◆ **Data excerpts**
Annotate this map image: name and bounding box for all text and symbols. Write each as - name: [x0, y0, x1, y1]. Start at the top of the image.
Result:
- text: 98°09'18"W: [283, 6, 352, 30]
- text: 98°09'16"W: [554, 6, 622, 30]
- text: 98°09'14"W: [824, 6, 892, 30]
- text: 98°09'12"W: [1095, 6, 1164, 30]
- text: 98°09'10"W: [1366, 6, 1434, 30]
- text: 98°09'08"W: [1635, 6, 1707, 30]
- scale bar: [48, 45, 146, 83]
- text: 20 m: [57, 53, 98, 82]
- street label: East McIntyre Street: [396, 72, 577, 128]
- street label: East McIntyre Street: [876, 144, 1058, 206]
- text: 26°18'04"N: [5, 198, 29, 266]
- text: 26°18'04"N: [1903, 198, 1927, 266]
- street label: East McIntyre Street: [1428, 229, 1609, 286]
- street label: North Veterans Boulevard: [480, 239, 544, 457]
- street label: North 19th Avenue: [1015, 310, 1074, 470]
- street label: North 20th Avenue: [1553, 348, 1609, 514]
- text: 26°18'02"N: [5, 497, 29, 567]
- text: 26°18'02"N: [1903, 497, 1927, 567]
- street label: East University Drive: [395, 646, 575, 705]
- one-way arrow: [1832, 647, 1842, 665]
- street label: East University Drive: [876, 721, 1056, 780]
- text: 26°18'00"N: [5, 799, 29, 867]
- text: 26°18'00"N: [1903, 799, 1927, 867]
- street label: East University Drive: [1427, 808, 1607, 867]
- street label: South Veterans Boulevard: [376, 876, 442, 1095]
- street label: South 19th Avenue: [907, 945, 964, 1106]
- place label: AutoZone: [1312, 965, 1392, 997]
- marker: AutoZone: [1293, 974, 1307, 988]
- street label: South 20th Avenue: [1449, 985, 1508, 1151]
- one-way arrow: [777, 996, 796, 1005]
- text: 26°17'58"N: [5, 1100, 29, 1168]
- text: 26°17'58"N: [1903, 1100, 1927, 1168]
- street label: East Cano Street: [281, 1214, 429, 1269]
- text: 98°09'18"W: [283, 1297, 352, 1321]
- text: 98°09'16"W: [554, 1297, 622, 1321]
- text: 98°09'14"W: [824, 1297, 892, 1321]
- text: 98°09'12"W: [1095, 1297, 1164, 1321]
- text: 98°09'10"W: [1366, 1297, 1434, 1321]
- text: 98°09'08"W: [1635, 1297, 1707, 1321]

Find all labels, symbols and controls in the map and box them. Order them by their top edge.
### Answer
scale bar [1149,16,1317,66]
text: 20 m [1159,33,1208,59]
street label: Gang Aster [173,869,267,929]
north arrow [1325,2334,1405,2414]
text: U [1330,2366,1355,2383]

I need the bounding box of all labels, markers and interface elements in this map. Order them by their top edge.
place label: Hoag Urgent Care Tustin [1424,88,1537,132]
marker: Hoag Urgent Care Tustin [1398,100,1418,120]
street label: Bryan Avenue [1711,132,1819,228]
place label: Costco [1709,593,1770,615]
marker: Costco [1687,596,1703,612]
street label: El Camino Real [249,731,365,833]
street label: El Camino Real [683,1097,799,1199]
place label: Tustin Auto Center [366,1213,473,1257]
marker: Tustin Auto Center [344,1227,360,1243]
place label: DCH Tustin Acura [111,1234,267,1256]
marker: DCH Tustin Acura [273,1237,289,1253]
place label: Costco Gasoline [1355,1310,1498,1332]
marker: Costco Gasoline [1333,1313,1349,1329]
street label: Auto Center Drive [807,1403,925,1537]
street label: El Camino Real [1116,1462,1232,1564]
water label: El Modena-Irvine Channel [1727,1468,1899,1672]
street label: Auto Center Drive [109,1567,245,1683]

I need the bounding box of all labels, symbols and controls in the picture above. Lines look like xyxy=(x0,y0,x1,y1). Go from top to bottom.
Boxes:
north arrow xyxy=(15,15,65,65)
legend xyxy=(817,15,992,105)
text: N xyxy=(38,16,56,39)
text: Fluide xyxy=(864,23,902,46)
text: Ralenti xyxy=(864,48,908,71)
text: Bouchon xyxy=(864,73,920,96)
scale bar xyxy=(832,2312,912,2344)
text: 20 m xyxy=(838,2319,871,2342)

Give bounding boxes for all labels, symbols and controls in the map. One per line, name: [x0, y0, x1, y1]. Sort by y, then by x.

◆ **Exercise details**
Restate all the material above, keeping each word as it is.

◆ **Solution**
Annotate this map image: name and bounding box for all text and symbols. Write each as - name: [x0, y0, x1, y1]. Start at the top of the image.
Result:
- text: 98°09'18"W: [283, 6, 352, 30]
- text: 98°09'16"W: [554, 6, 622, 30]
- text: 98°09'14"W: [824, 6, 892, 30]
- text: 98°09'12"W: [1095, 6, 1164, 30]
- text: 98°09'10"W: [1366, 6, 1434, 30]
- text: 98°09'08"W: [1635, 6, 1707, 30]
- scale bar: [48, 45, 146, 83]
- text: 20 m: [57, 53, 98, 82]
- street label: East McIntyre Street: [396, 72, 577, 128]
- street label: East McIntyre Street: [876, 144, 1058, 206]
- text: 26°18'04"N: [5, 198, 29, 266]
- text: 26°18'04"N: [1903, 198, 1927, 266]
- street label: East McIntyre Street: [1428, 229, 1609, 286]
- street label: North Veterans Boulevard: [480, 239, 544, 457]
- street label: North 19th Avenue: [1015, 310, 1074, 470]
- street label: North 20th Avenue: [1553, 348, 1609, 514]
- text: 26°18'02"N: [5, 497, 29, 567]
- text: 26°18'02"N: [1903, 497, 1927, 567]
- street label: East University Drive: [395, 646, 575, 705]
- one-way arrow: [1832, 647, 1842, 665]
- street label: East University Drive: [876, 721, 1056, 780]
- text: 26°18'00"N: [5, 799, 29, 867]
- text: 26°18'00"N: [1903, 799, 1927, 867]
- street label: East University Drive: [1427, 808, 1607, 867]
- street label: South Veterans Boulevard: [376, 876, 442, 1095]
- street label: South 19th Avenue: [907, 945, 964, 1106]
- place label: AutoZone: [1312, 965, 1392, 997]
- marker: AutoZone: [1293, 974, 1307, 988]
- street label: South 20th Avenue: [1449, 985, 1508, 1151]
- one-way arrow: [777, 996, 796, 1005]
- text: 26°17'58"N: [5, 1100, 29, 1168]
- text: 26°17'58"N: [1903, 1100, 1927, 1168]
- street label: East Cano Street: [281, 1214, 429, 1269]
- text: 98°09'18"W: [283, 1297, 352, 1321]
- text: 98°09'16"W: [554, 1297, 622, 1321]
- text: 98°09'14"W: [824, 1297, 892, 1321]
- text: 98°09'12"W: [1095, 1297, 1164, 1321]
- text: 98°09'10"W: [1366, 1297, 1434, 1321]
- text: 98°09'08"W: [1635, 1297, 1707, 1321]

Find all labels, symbols and controls in the map and box them. Order them by their top edge.
### Answer
scale bar [1149,16,1317,66]
text: 20 m [1159,33,1208,59]
street label: Gang Aster [173,869,267,929]
north arrow [1325,2334,1405,2414]
text: U [1330,2366,1355,2383]

I need the bounding box of all labels, markers and interface elements in this map. Order them by their top edge.
place label: Hoag Urgent Care Tustin [1424,88,1537,132]
marker: Hoag Urgent Care Tustin [1398,100,1418,120]
street label: Bryan Avenue [1711,132,1819,228]
place label: Costco [1709,593,1770,615]
marker: Costco [1687,596,1703,612]
street label: El Camino Real [249,731,365,833]
street label: El Camino Real [683,1097,799,1199]
place label: Tustin Auto Center [366,1213,473,1257]
marker: Tustin Auto Center [344,1227,360,1243]
place label: DCH Tustin Acura [111,1234,267,1256]
marker: DCH Tustin Acura [273,1237,289,1253]
place label: Costco Gasoline [1355,1310,1498,1332]
marker: Costco Gasoline [1333,1313,1349,1329]
street label: Auto Center Drive [807,1403,925,1537]
street label: El Camino Real [1116,1462,1232,1564]
water label: El Modena-Irvine Channel [1727,1468,1899,1672]
street label: Auto Center Drive [109,1567,245,1683]

I need the bounding box of all labels, symbols and controls in the picture above. Lines look like xyxy=(x0,y0,x1,y1). Go from top to bottom.
Boxes:
north arrow xyxy=(15,15,65,65)
legend xyxy=(817,15,992,105)
text: N xyxy=(38,16,56,39)
text: Fluide xyxy=(864,23,902,46)
text: Ralenti xyxy=(864,48,908,71)
text: Bouchon xyxy=(864,73,920,96)
scale bar xyxy=(832,2312,912,2344)
text: 20 m xyxy=(838,2319,871,2342)

Give bounding boxes for all labels, symbols and controls in the map. One per line, name: [x0, y0, x1, y1]. Sort by y, then by x.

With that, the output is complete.